Sell my staffing agency
Staffing and recruiting firms get bought all the time, but two agencies with the same revenue can fetch very different prices. The reason usually comes down to how you bill and how much of your revenue keeps coming back. Here's what your firm is likely worth, who's buying, what moves the price, and how to run a sale that gets you a fair number.
What staffing agencies sell for
Almost every staffing and recruiting firm gets valued the same way: a measure of profit times a multiple. For owner-run agencies, that profit figure is usually Seller's Discretionary Earnings (SDE): net profit plus your salary and personal add-backs. For larger firms with a management team in place, buyers use EBITDA (earnings before interest, taxes, depreciation, and amortization).
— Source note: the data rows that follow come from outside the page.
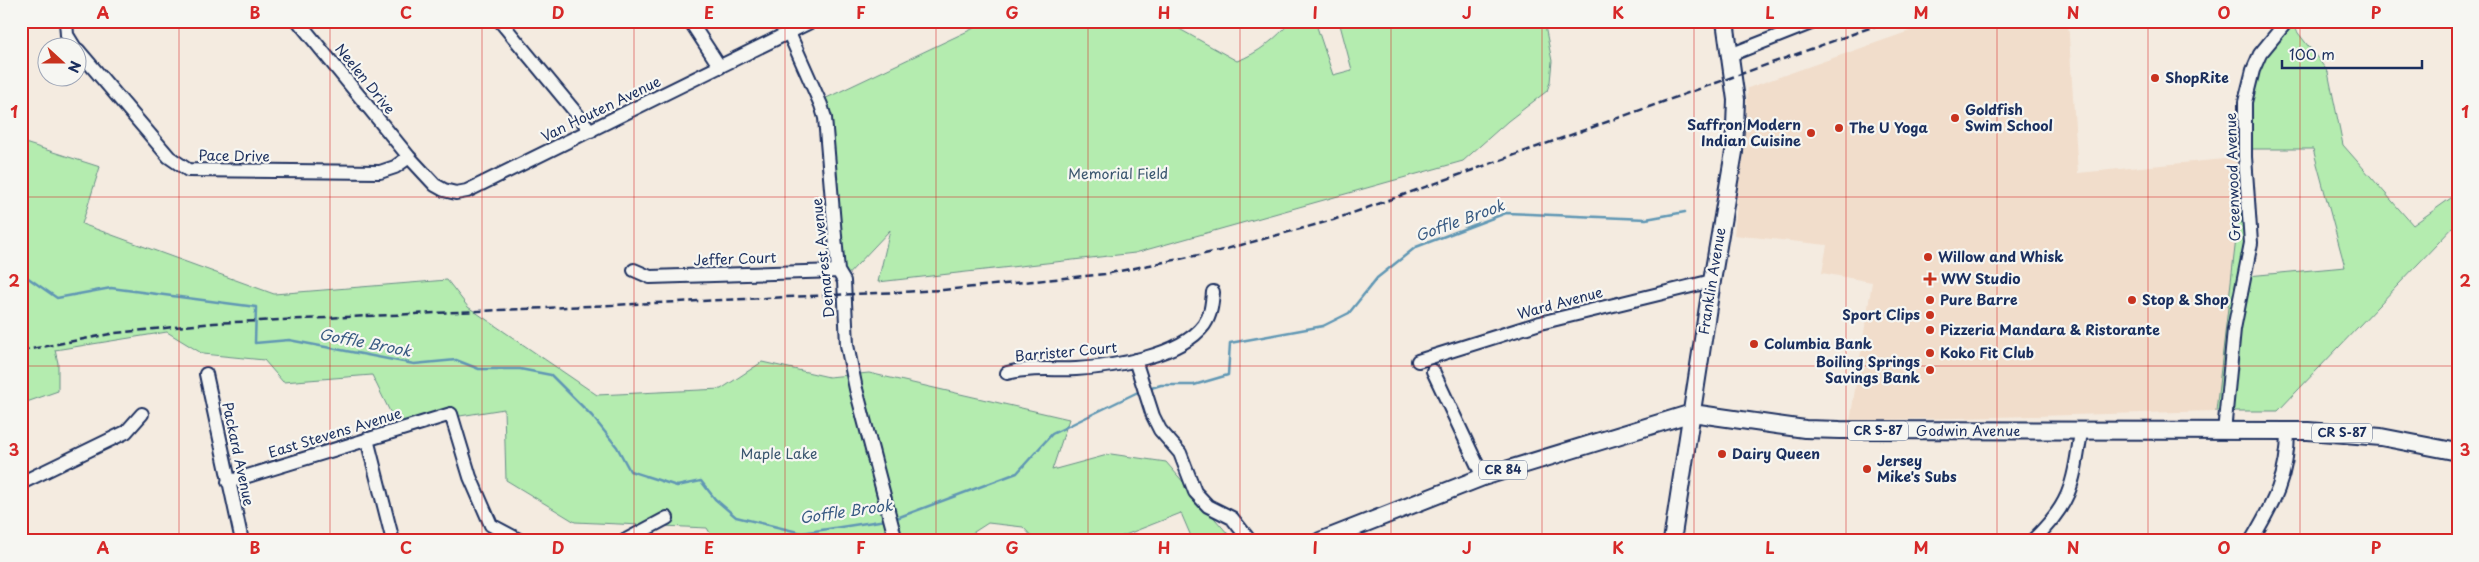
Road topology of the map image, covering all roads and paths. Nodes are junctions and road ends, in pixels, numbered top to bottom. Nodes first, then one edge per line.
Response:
1 (298, 21) edge
2 (500, 21) edge
3 (690, 21) edge
4 (812, 21) edge
5 (1725, 21) edge
6 (1816, 21) edge
7 (2287, 21) edge
8 (65, 22) edge
9 (789, 33) junction
10 (69, 38) edge
11 (1730, 54) junction
12 (88, 63) edge
13 (720, 67) junction
14 (591, 131) junction
15 (409, 157) junction
16 (634, 270) dead end
17 (838, 271) junction
18 (1712, 281) junction
19 (1213, 292) dead end
20 (1135, 360) junction
21 (1418, 361) dead end
22 (1433, 371) dead end
23 (1007, 373) dead end
24 (206, 374) dead end
25 (1692, 413) junction
26 (142, 414) dead end
27 (2288, 431) junction
28 (2081, 432) junction
29 (2224, 432) junction
30 (367, 439) junction
31 (2458, 452) edge
32 (1483, 477) junction
33 (228, 482) junction
34 (21, 484) edge
35 (667, 518) dead end
36 (242, 541) edge
37 (393, 541) edge
38 (521, 541) edge
39 (624, 541) edge
40 (896, 541) edge
41 (1250, 541) edge
42 (1320, 541) edge
43 (1672, 541) edge
44 (2032, 541) edge
45 (2251, 541) edge

1 - 15 street, Neelen Drive
2 - 14 street
3 - 13 street
4 - 9 street, Van Houten Avenue
5 - 11 main road, Franklin Avenue
6 - 11 street
7 - 29 street, Greenwood Avenue
8 - 10 street, Pace Drive
9 - 13 street, Van Houten Avenue
9 - 17 street, Demarest Avenue
11 - 18 main road, Franklin Avenue
12 - 15 street, Pace Drive
13 - 14 street, Van Houten Avenue
14 - 15 street, Van Houten Avenue
16 - 17 street, Jeffer Court
17 - 40 street, Demarest Avenue
18 - 21 street, Ward Avenue
18 - 25 main road, Franklin Avenue
19 - 20 street, Barrister Court
20 - 23 street, Barrister Court
20 - 41 street
22 - 32 street
24 - 33 street, Packard Avenue
25 - 28 main road, Godwin Avenue / CR S-87
25 - 32 main road, Godwin Avenue / CR 84
25 - 43 main road, Franklin Avenue
26 - 34 street
27 - 29 main road, Godwin Avenue / CR S-87
27 - 31 main road, Godwin Avenue / CR S-87
27 - 45 street
28 - 29 main road, Godwin Avenue / CR S-87
28 - 44 street
30 - 33 street, East Stevens Avenue
30 - 37 street
30 - 38 street, East Stevens Avenue
32 - 42 main road, Godwin Avenue / CR 84
33 - 36 street, Packard Avenue
35 - 39 street

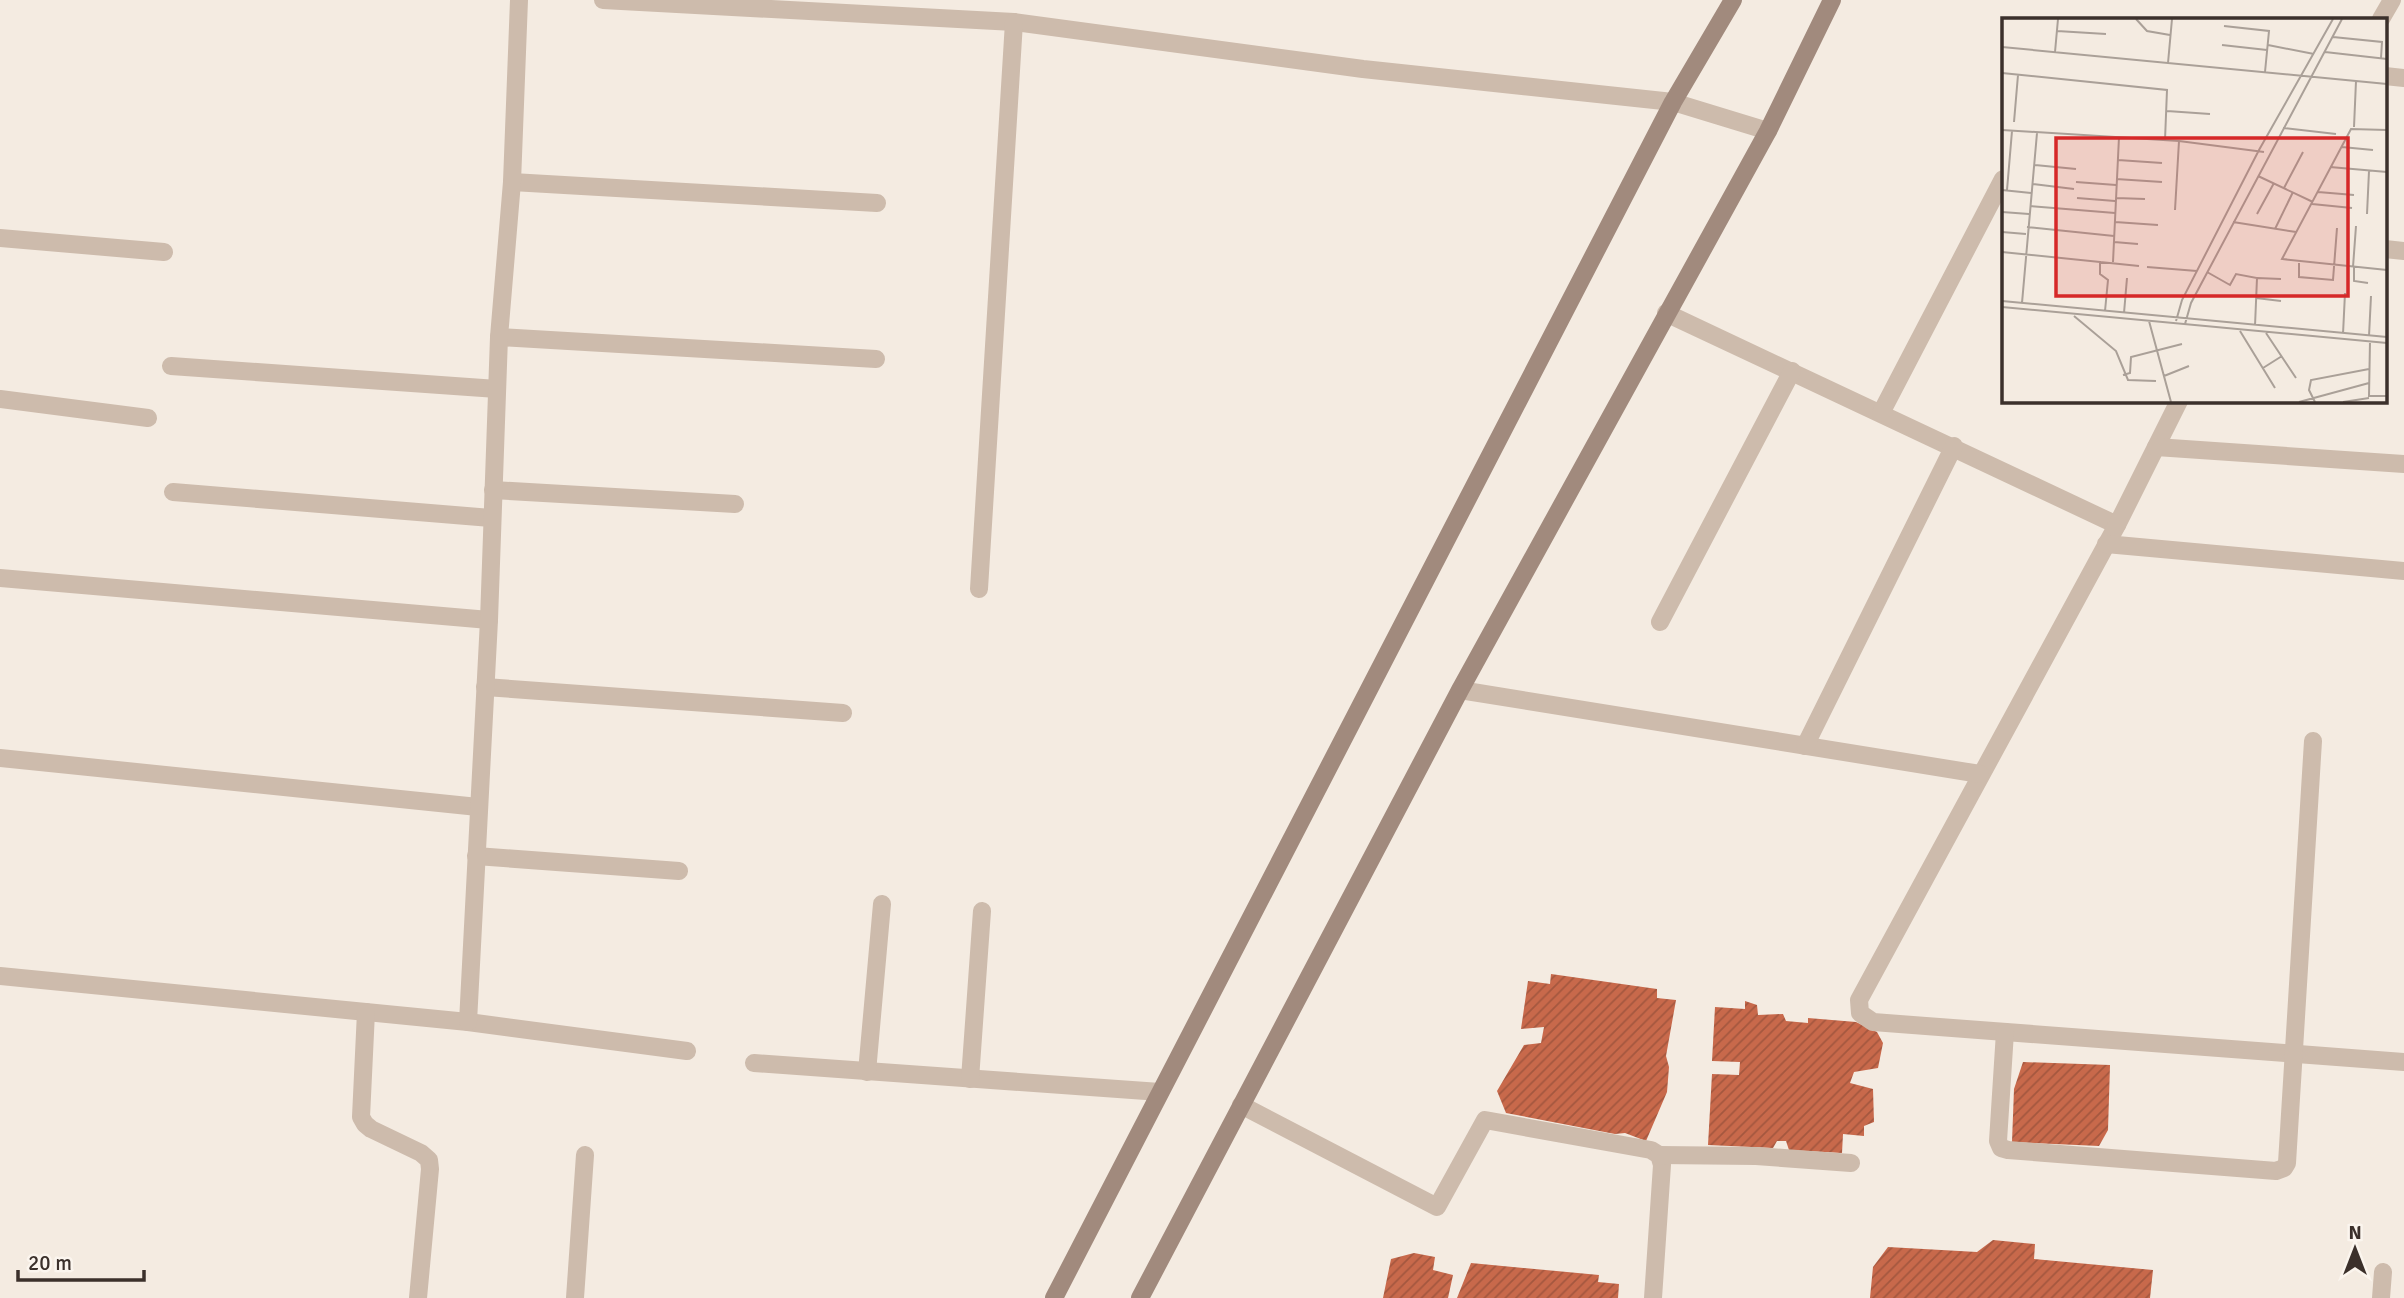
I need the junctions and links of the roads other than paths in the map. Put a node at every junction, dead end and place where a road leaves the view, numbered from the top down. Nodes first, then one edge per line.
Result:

As an indicative range, staffing and recruiting agencies tend to trade around 3.0–5.0x EBITDA in the lower middle market, which sits within the broader professional-services band. That spread is wide for a reason. The single biggest thing that separates a 3x firm from a 5x firm is the mix of work. A firm built on temp and contract placements throws off recurring, repeatable billings that a buyer can count on. A firm built on permanent placement lives off one-time success fees that reset to zero every month, so its revenue is harder to underwrite. Gross margin matters too: a higher spread between bill rate and pay rate, or higher placement fees relative to cost, supports a stronger multiple.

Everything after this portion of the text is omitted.